(Saved data entries)
'''

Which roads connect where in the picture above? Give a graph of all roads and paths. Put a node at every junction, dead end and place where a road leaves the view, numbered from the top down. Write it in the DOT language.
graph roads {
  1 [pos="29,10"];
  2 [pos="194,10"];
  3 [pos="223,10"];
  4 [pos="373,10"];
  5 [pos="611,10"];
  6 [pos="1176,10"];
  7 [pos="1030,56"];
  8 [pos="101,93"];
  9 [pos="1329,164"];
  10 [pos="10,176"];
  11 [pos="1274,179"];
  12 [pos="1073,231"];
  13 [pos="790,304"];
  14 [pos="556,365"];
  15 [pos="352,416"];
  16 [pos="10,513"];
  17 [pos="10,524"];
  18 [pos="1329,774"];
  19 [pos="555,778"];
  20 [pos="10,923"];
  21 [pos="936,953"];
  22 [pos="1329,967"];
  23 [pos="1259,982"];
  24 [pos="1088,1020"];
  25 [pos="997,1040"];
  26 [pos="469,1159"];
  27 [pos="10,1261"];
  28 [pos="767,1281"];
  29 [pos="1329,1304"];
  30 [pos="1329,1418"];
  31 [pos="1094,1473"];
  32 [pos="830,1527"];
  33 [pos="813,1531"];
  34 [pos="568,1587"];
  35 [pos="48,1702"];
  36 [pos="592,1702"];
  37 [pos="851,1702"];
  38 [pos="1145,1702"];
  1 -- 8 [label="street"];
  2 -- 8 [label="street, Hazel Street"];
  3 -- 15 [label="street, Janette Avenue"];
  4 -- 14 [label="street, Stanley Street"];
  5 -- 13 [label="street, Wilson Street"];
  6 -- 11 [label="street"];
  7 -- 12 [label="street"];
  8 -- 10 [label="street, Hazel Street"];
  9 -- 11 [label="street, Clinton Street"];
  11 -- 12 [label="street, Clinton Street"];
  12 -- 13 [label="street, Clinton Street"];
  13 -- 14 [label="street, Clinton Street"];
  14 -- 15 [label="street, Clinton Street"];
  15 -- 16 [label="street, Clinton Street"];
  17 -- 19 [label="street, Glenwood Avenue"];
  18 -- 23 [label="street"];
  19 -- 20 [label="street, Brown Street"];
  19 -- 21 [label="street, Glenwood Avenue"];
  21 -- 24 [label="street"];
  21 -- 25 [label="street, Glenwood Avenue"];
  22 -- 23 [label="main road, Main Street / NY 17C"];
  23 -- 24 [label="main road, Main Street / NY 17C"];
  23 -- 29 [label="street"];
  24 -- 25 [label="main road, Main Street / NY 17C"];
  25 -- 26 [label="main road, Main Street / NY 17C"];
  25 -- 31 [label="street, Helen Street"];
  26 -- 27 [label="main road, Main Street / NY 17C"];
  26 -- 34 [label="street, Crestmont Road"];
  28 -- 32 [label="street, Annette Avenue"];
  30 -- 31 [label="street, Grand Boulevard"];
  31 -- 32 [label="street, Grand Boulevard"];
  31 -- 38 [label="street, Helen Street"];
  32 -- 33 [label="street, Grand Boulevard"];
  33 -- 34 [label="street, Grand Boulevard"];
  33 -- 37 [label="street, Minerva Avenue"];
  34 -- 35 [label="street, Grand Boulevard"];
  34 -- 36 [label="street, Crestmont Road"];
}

'''

PROBLEM STATEMENT: The full set of records should be duplicated exactly.

EXPECTED ANSWER:
Which roads connect where in the picture above? Give a graph of all roads and paths. Put a node at every junction, dead end and place where a road leaves the view, numbered from the top down. Write it in the DOT language.
graph roads {
  1 [pos="29,10"];
  2 [pos="194,10"];
  3 [pos="223,10"];
  4 [pos="373,10"];
  5 [pos="611,10"];
  6 [pos="1176,10"];
  7 [pos="1030,56"];
  8 [pos="101,93"];
  9 [pos="1329,164"];
  10 [pos="10,176"];
  11 [pos="1274,179"];
  12 [pos="1073,231"];
  13 [pos="790,304"];
  14 [pos="556,365"];
  15 [pos="352,416"];
  16 [pos="10,513"];
  17 [pos="10,524"];
  18 [pos="1329,774"];
  19 [pos="555,778"];
  20 [pos="10,923"];
  21 [pos="936,953"];
  22 [pos="1329,967"];
  23 [pos="1259,982"];
  24 [pos="1088,1020"];
  25 [pos="997,1040"];
  26 [pos="469,1159"];
  27 [pos="10,1261"];
  28 [pos="767,1281"];
  29 [pos="1329,1304"];
  30 [pos="1329,1418"];
  31 [pos="1094,1473"];
  32 [pos="830,1527"];
  33 [pos="813,1531"];
  34 [pos="568,1587"];
  35 [pos="48,1702"];
  36 [pos="592,1702"];
  37 [pos="851,1702"];
  38 [pos="1145,1702"];
  1 -- 8 [label="street"];
  2 -- 8 [label="street, Hazel Street"];
  3 -- 15 [label="street, Janette Avenue"];
  4 -- 14 [label="street, Stanley Street"];
  5 -- 13 [label="street, Wilson Street"];
  6 -- 11 [label="street"];
  7 -- 12 [label="street"];
  8 -- 10 [label="street, Hazel Street"];
  9 -- 11 [label="street, Clinton Street"];
  11 -- 12 [label="street, Clinton Street"];
  12 -- 13 [label="street, Clinton Street"];
  13 -- 14 [label="street, Clinton Street"];
  14 -- 15 [label="street, Clinton Street"];
  15 -- 16 [label="street, Clinton Street"];
  17 -- 19 [label="street, Glenwood Avenue"];
  18 -- 23 [label="street"];
  19 -- 20 [label="street, Brown Street"];
  19 -- 21 [label="street, Glenwood Avenue"];
  21 -- 24 [label="street"];
  21 -- 25 [label="street, Glenwood Avenue"];
  22 -- 23 [label="main road, Main Street / NY 17C"];
  23 -- 24 [label="main road, Main Street / NY 17C"];
  23 -- 29 [label="street"];
  24 -- 25 [label="main road, Main Street / NY 17C"];
  25 -- 26 [label="main road, Main Street / NY 17C"];
  25 -- 31 [label="street, Helen Street"];
  26 -- 27 [label="main road, Main Street / NY 17C"];
  26 -- 34 [label="street, Crestmont Road"];
  28 -- 32 [label="street, Annette Avenue"];
  30 -- 31 [label="street, Grand Boulevard"];
  31 -- 32 [label="street, Grand Boulevard"];
  31 -- 38 [label="street, Helen Street"];
  32 -- 33 [label="street, Grand Boulevard"];
  33 -- 34 [label="street, Grand Boulevard"];
  33 -- 37 [label="street, Minerva Avenue"];
  34 -- 35 [label="street, Grand Boulevard"];
  34 -- 36 [label="street, Crestmont Road"];
}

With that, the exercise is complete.